Cdict

Introduction

cdict is an open‑source C library designed for the efficient storage and retrieval of key‑value pairs. It implements a persistent dictionary that can be accessed from multiple processes through memory mapping, making it suitable for applications requiring shared data structures, fast lookups, and low memory overhead. The library was created to provide a lightweight alternative to traditional databases in embedded or performance‑critical environments where a full database engine would be excessive. cdict offers features such as configurable hashing, customizable serialization, and support for various data types, including strings, integers, and binary blobs.

The library is written in ANSI C and is portable across Unix‑like operating systems, including Linux, macOS, and BSD variants. It relies on standard system calls for file handling and memory mapping, avoiding external dependencies beyond the C standard library and POSIX headers. The API is intentionally minimalistic to keep the runtime footprint low while still exposing the core functionality needed for most dictionary use cases.

History and Development

Origins

cdict was initiated in 2012 by software engineer Alexei Petrov, who sought a compact, persistent data structure for a real‑time sensor fusion application. The original prototype was written in 2013 as a set of functions manipulating a custom binary file format. The first public release, version 0.1, appeared in 2014 on a personal blog, and the project quickly attracted contributions from developers interested in embedded systems.

Evolution

The library progressed from a single binary format to a modular design. Version 0.3 introduced separate modules for hashing, serialization, and memory management, allowing developers to replace components without affecting the rest of the codebase. By 2016, cdict had reached a stable release 1.0, incorporating crash‑resilient write‑ahead logging and support for multiple data types.

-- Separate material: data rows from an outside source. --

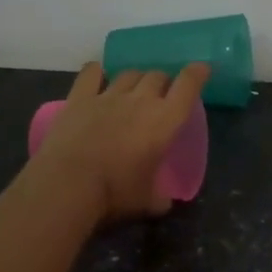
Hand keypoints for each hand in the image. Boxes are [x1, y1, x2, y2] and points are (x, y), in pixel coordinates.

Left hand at [29, 61, 209, 221]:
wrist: (69, 184)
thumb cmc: (116, 193)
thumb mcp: (148, 202)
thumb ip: (160, 198)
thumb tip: (163, 202)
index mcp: (165, 120)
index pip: (188, 85)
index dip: (197, 73)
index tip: (202, 69)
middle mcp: (140, 100)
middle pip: (157, 75)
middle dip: (163, 81)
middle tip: (161, 95)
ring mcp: (108, 96)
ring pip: (129, 73)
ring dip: (136, 79)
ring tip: (133, 89)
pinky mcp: (79, 98)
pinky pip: (91, 74)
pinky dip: (97, 72)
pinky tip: (98, 75)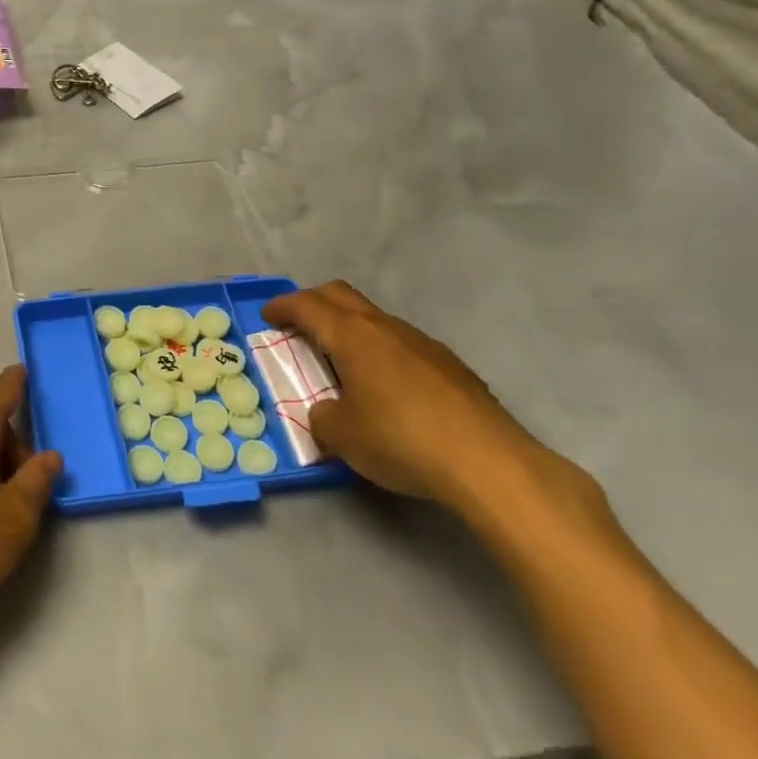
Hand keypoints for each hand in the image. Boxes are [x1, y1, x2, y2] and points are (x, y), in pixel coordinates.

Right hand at [261, 282, 541, 507]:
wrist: (488, 463)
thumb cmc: (400, 439)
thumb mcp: (341, 435)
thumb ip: (323, 416)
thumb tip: (329, 411)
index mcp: (352, 335)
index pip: (307, 305)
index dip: (283, 306)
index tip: (268, 316)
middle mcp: (385, 328)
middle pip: (341, 295)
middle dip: (314, 302)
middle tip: (298, 323)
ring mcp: (423, 343)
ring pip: (375, 320)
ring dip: (351, 330)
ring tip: (343, 362)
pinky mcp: (451, 366)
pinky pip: (403, 346)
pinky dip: (382, 353)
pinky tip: (388, 388)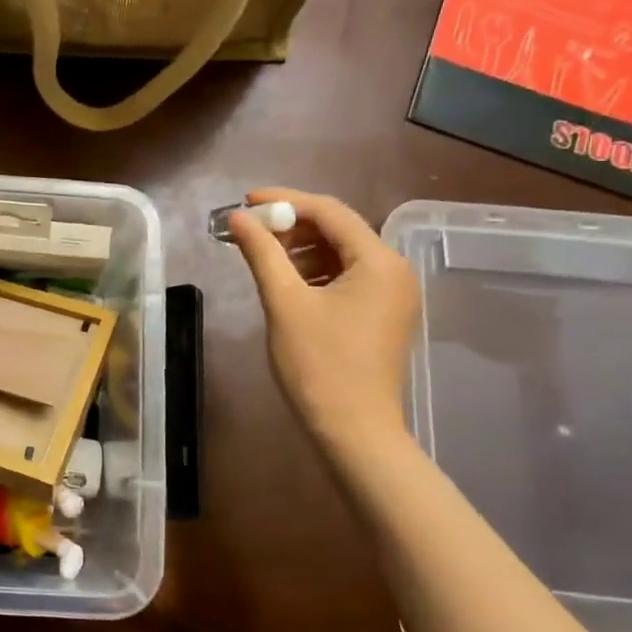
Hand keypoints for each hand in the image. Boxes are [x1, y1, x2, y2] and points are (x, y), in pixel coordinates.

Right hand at [228, 188, 418, 453]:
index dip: (285, 200)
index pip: (329, 212)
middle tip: (249, 230)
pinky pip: (347, 276)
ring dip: (300, 248)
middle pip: (338, 229)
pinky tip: (286, 280)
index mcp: (378, 261)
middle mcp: (394, 270)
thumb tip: (237, 217)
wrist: (353, 430)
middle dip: (291, 225)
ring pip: (341, 253)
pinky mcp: (383, 314)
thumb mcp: (284, 302)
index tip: (245, 200)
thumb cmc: (318, 364)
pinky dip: (315, 271)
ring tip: (261, 255)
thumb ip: (261, 252)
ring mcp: (392, 294)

Subsequent releases focused on performance tuning, cross‑platform support, and an expanded API for concurrent access.

Community

cdict has maintained a modest but active community. Contributors typically submit bug reports, small feature enhancements, and performance patches. The project's development model is permissive, allowing forks and derivative works. Documentation is hosted in plain text files, and an issue tracker tracks bugs and feature requests. The community emphasizes code simplicity and portability, with few dependencies beyond the C compiler and standard libraries.

Architecture and Design

Data Layout

The core of cdict is a memory‑mapped file that stores entries as fixed‑size header blocks followed by variable‑length key and value data. Each header contains a 64‑bit hash value, a key length field, a value length field, and a 32‑bit pointer to the next entry in the same bucket (forming a linked list). The file begins with a global header that records metadata such as the total number of buckets, the current size of the file, and the layout of auxiliary tables.

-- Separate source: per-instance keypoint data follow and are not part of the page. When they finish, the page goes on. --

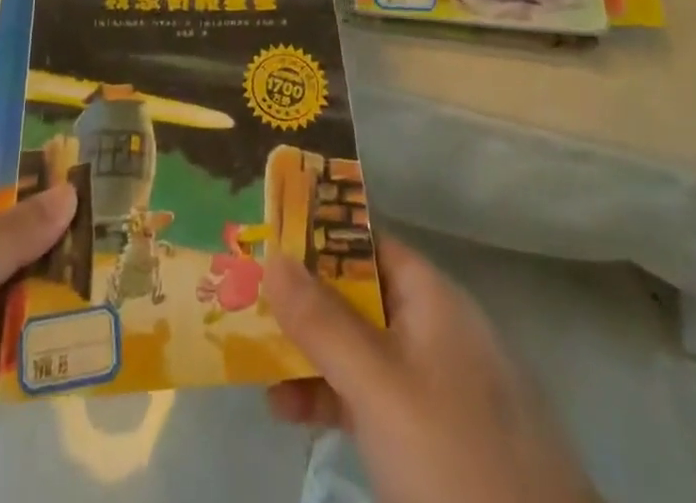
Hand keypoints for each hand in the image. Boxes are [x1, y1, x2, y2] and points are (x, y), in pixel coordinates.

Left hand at [0, 145, 75, 502]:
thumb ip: (10, 233)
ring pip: (7, 274)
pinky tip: (83, 315)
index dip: (24, 150)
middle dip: (49, 214)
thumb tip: (69, 189)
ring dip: (50, 269)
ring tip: (108, 257)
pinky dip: (37, 320)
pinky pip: (5, 324)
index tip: (79, 146)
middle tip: (109, 206)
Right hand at [264, 236, 595, 502]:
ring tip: (253, 362)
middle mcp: (430, 327)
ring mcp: (431, 383)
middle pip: (356, 294)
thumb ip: (323, 322)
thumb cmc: (452, 457)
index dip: (316, 237)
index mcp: (430, 296)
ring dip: (308, 352)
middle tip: (243, 300)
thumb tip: (273, 254)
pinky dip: (330, 396)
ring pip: (358, 347)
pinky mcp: (428, 435)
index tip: (265, 240)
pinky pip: (369, 395)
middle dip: (302, 299)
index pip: (365, 242)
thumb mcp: (377, 385)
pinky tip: (287, 411)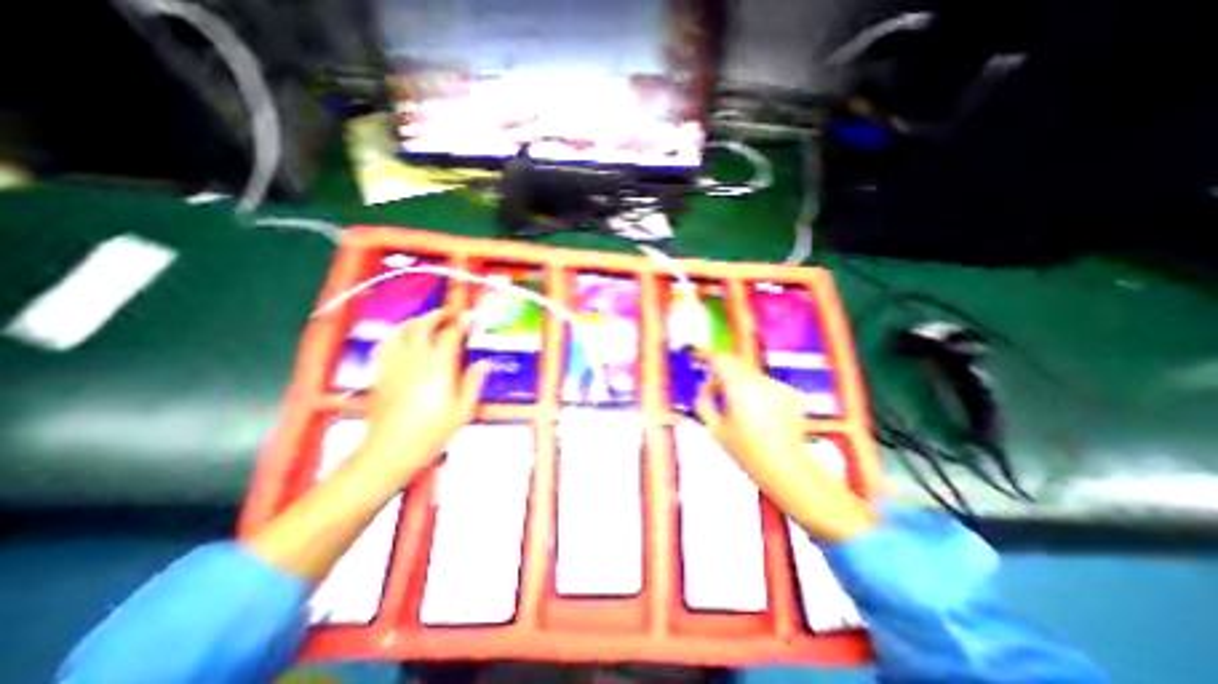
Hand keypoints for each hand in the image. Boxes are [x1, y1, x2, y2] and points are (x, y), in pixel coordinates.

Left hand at [362, 311, 488, 481]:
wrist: (391, 450)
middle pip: (422, 326)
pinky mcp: (380, 373)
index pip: (450, 335)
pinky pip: (385, 345)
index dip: (462, 323)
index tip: (470, 317)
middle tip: (450, 315)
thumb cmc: (432, 432)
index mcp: (438, 367)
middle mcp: (415, 359)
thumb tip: (483, 363)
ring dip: (416, 321)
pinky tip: (401, 339)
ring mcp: (394, 364)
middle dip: (437, 315)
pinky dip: (396, 335)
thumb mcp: (463, 411)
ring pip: (401, 331)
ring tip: (427, 321)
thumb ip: (473, 383)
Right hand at [694, 350, 876, 543]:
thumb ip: (704, 402)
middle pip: (734, 361)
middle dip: (719, 366)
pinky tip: (754, 410)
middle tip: (710, 381)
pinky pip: (762, 382)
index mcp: (738, 388)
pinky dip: (752, 387)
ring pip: (748, 371)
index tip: (695, 355)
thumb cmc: (746, 452)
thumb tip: (705, 386)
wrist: (787, 468)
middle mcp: (758, 380)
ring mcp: (776, 384)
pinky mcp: (788, 392)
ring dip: (735, 378)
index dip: (704, 354)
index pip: (718, 359)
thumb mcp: (715, 429)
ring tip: (732, 402)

This layout facilitates efficient lookups because the hash value directly maps to a bucket index via a modulo operation. Collisions are resolved through linked lists, which remain contiguous in memory due to the file‑backed nature of the data structure. When the load factor exceeds a threshold, the library triggers a rehash operation that expands the bucket table and redistributes entries.

Hashing Mechanism

cdict uses the FNV‑1a hash algorithm for key hashing by default. The implementation is configurable, allowing developers to supply custom hash functions if needed. The choice of FNV‑1a balances speed and low collision rates for typical string keys. Hash values are 64 bits, providing a large address space and reducing the likelihood of collisions in large dictionaries.

Memory Mapping

Memory mapping is central to cdict's design. The library opens the backing file in read‑write mode and maps it into the process address space with mmap(). This mapping permits direct pointer manipulation of entries, eliminating the need for costly file I/O operations. All updates are performed by modifying the mapped memory; changes are made visible to other processes when the underlying file is synchronized with msync() or the system's write‑back mechanism.

By using memory mapping, cdict reduces the latency of key lookups and updates to a few pointer dereferences and a single comparison operation. This performance characteristic is especially valuable in real‑time or embedded scenarios where deterministic behavior is critical.

Persistence and Crash Recovery

To ensure durability, cdict employs a write‑ahead logging (WAL) system. Modifications are first appended to a dedicated log segment within the file. Only after the log entry is flushed to disk does the library apply the change to the main data area. In the event of a crash or power failure, the library scans the log during startup, replays pending operations, and cleans up incomplete entries.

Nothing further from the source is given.